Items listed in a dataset
────

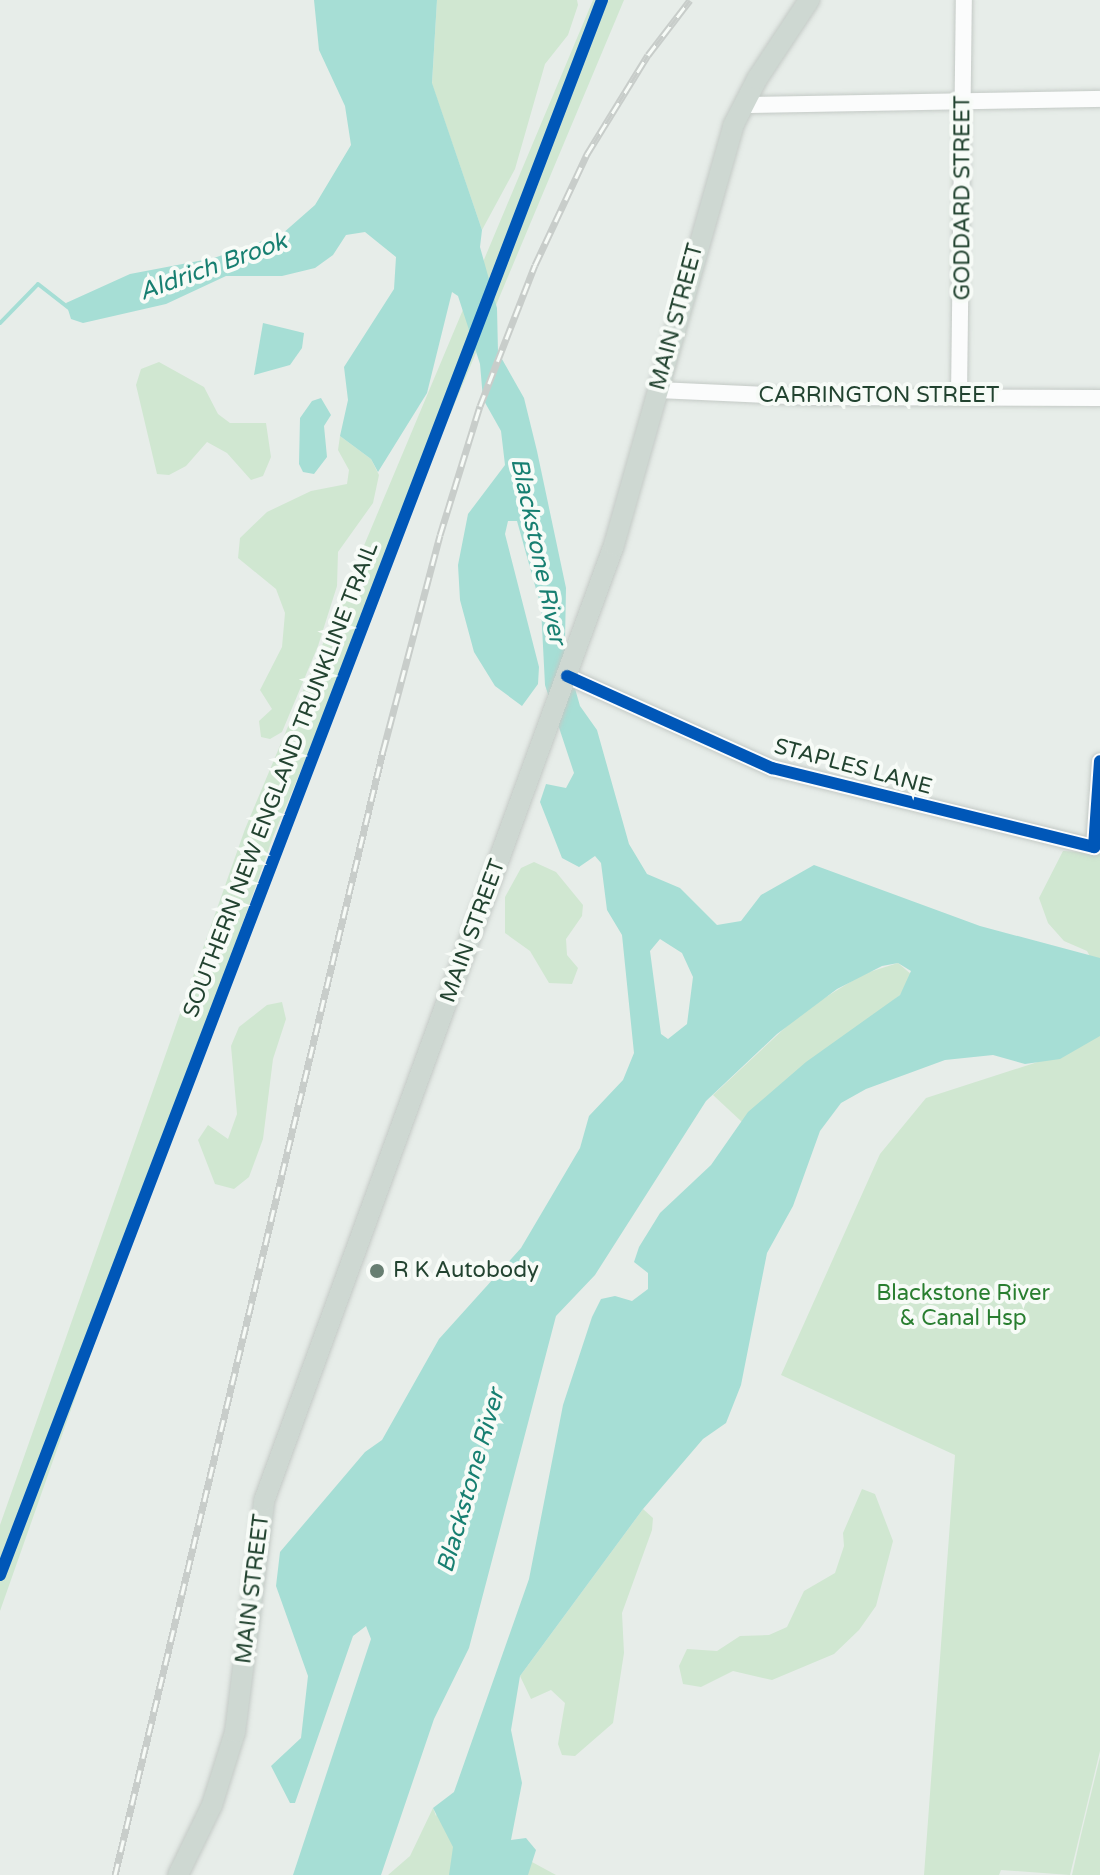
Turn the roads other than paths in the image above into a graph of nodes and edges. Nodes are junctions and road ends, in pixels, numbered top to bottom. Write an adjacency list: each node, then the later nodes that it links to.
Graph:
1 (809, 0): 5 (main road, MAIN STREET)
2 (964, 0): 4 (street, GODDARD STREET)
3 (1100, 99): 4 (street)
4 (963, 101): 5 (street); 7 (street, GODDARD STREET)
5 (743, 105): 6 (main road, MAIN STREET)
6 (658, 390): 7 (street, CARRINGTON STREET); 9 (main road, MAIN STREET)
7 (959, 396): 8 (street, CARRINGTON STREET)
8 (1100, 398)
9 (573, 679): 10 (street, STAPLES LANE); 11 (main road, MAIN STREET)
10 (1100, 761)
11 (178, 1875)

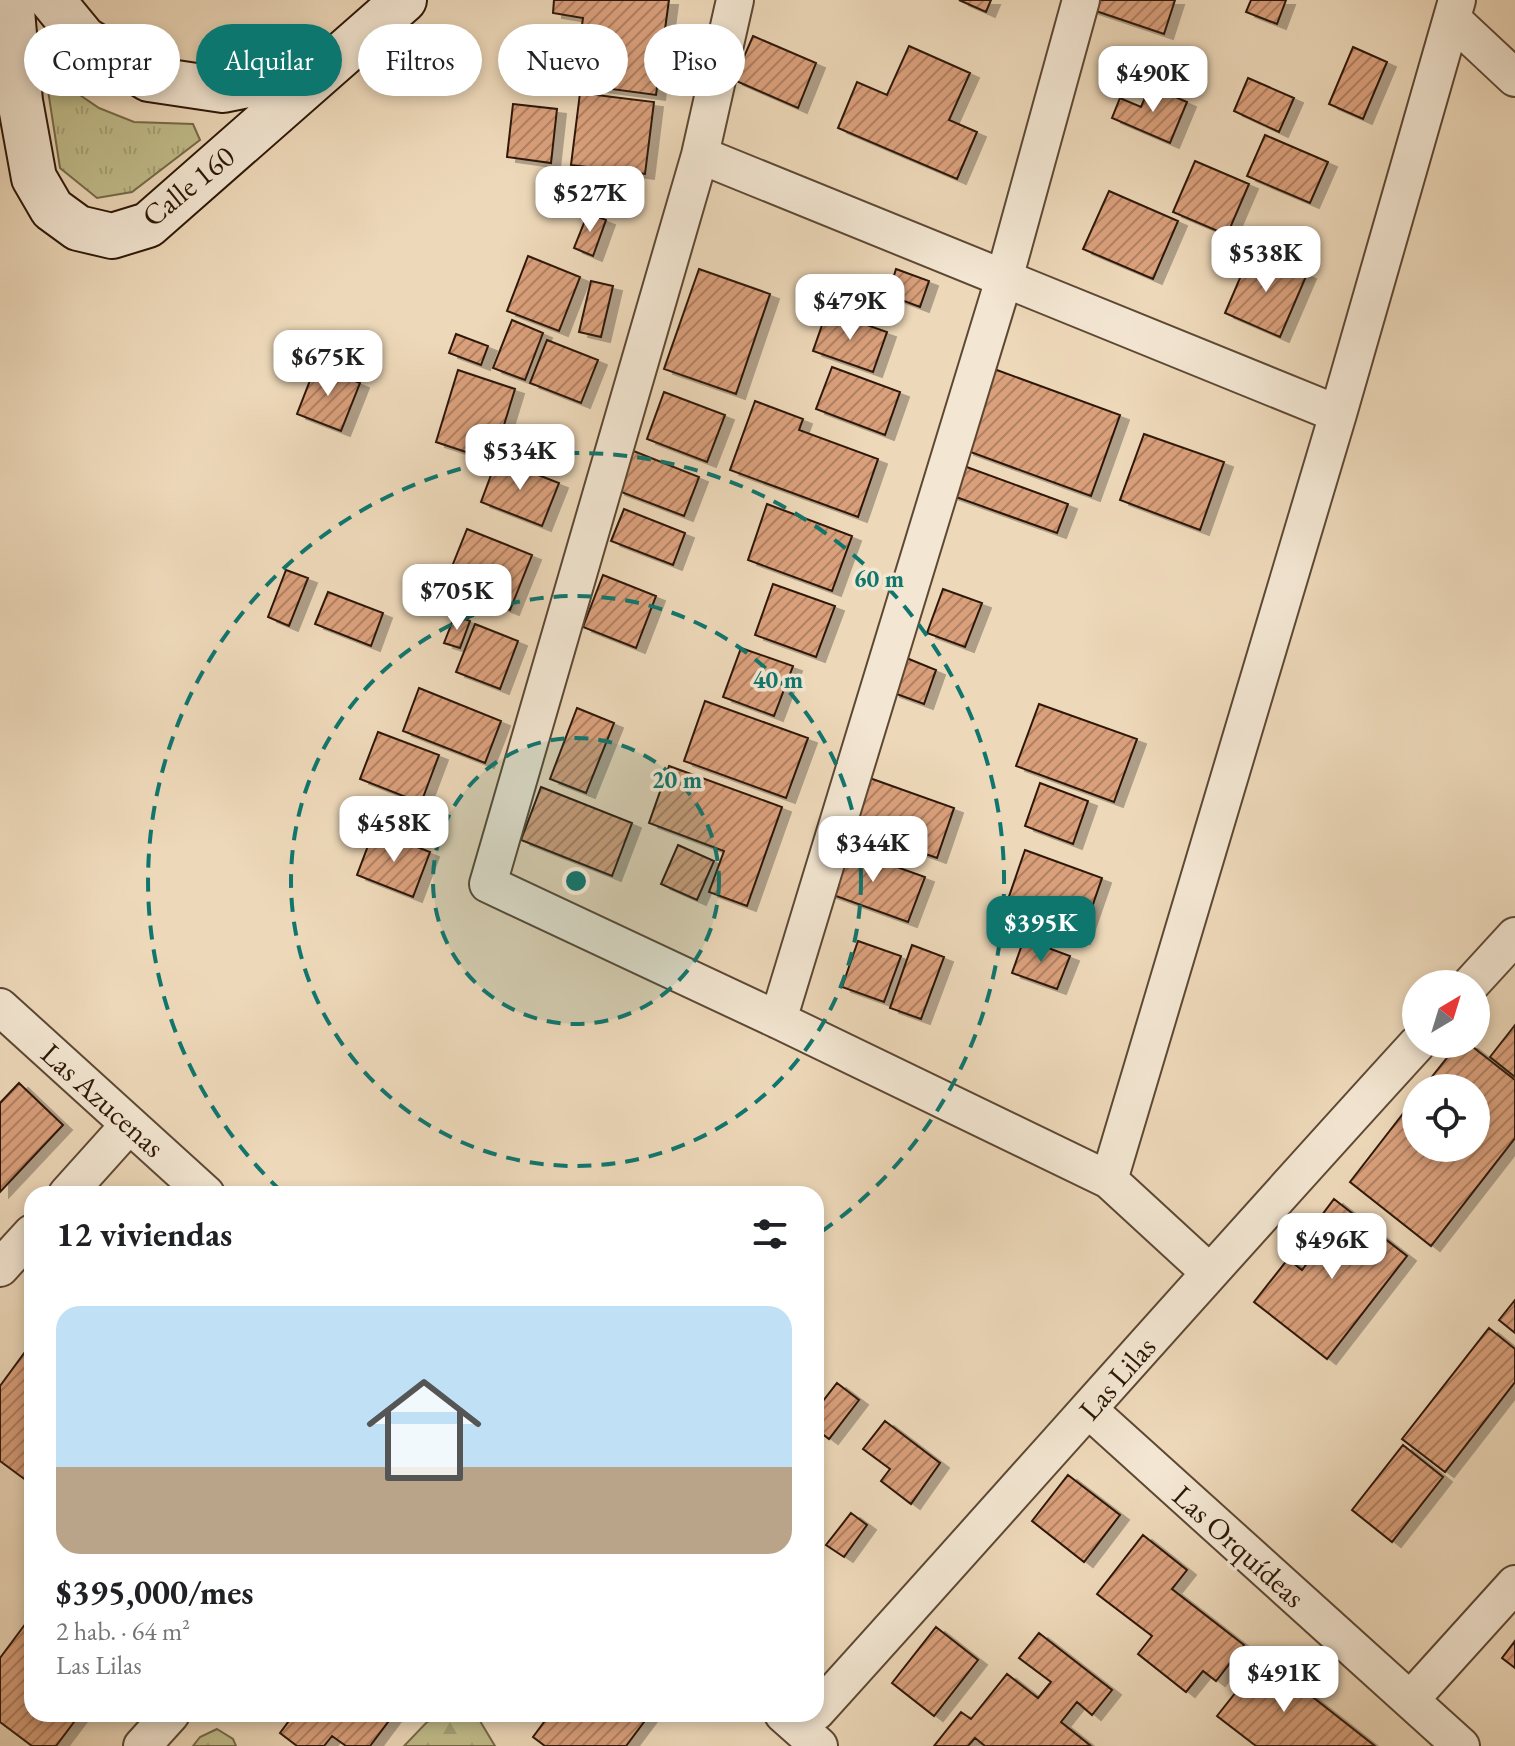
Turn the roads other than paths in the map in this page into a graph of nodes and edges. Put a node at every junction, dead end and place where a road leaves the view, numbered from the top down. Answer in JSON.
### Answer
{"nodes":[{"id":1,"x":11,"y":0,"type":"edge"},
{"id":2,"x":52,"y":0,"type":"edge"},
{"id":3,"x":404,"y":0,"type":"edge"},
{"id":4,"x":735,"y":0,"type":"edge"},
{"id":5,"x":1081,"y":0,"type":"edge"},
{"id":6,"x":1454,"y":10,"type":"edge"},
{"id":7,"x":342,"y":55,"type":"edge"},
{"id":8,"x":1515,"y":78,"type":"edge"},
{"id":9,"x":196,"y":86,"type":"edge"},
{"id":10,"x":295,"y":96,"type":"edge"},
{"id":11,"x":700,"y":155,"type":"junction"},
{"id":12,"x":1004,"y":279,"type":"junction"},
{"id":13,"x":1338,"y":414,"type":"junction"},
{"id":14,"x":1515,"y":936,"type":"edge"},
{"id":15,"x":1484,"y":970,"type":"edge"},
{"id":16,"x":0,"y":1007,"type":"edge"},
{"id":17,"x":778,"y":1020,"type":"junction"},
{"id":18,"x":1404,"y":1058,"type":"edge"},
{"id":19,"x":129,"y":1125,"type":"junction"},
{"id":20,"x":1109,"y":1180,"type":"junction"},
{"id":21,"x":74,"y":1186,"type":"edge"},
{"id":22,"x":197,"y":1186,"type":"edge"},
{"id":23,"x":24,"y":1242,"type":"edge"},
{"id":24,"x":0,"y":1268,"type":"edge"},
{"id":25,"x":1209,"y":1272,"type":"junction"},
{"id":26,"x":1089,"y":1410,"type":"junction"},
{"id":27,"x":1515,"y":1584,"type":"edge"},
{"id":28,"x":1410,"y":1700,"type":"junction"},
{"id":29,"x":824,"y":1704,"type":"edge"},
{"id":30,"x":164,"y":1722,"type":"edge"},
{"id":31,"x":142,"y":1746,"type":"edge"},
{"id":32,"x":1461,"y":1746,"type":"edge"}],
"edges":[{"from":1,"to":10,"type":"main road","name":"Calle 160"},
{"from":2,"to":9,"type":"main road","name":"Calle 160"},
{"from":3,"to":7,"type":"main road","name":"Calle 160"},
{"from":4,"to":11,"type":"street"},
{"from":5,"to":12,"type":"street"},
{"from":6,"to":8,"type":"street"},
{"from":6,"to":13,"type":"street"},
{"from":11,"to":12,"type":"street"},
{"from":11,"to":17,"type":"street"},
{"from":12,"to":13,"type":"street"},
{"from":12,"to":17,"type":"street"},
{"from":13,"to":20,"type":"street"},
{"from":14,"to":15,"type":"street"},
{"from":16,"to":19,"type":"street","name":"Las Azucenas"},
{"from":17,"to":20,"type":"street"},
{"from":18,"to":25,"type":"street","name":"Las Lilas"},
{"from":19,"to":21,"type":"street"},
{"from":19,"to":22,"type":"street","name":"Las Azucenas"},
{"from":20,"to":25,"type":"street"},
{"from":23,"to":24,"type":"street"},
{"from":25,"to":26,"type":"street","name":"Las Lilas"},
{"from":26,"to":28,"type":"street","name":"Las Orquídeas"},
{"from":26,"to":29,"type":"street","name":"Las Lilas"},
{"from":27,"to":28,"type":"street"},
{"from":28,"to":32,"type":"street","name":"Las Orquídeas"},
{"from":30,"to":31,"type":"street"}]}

────

Problem statement
Lines above with "edges" in them are the ones to copy.

Solution to this problem
Turn the roads other than paths in the image above into a graph of nodes and edges. Nodes are junctions and road ends, in pixels, numbered top to bottom. Write an adjacency list: each node, then the later nodes that it links to.
Turn the roads other than paths in the map in this page into a graph of nodes and edges. Put a node at every junction, dead end and place where a road leaves the view, numbered from the top down. Answer in JSON.
"edges":[{"from":1,"to":10,"type":"main road","name":"Calle 160"},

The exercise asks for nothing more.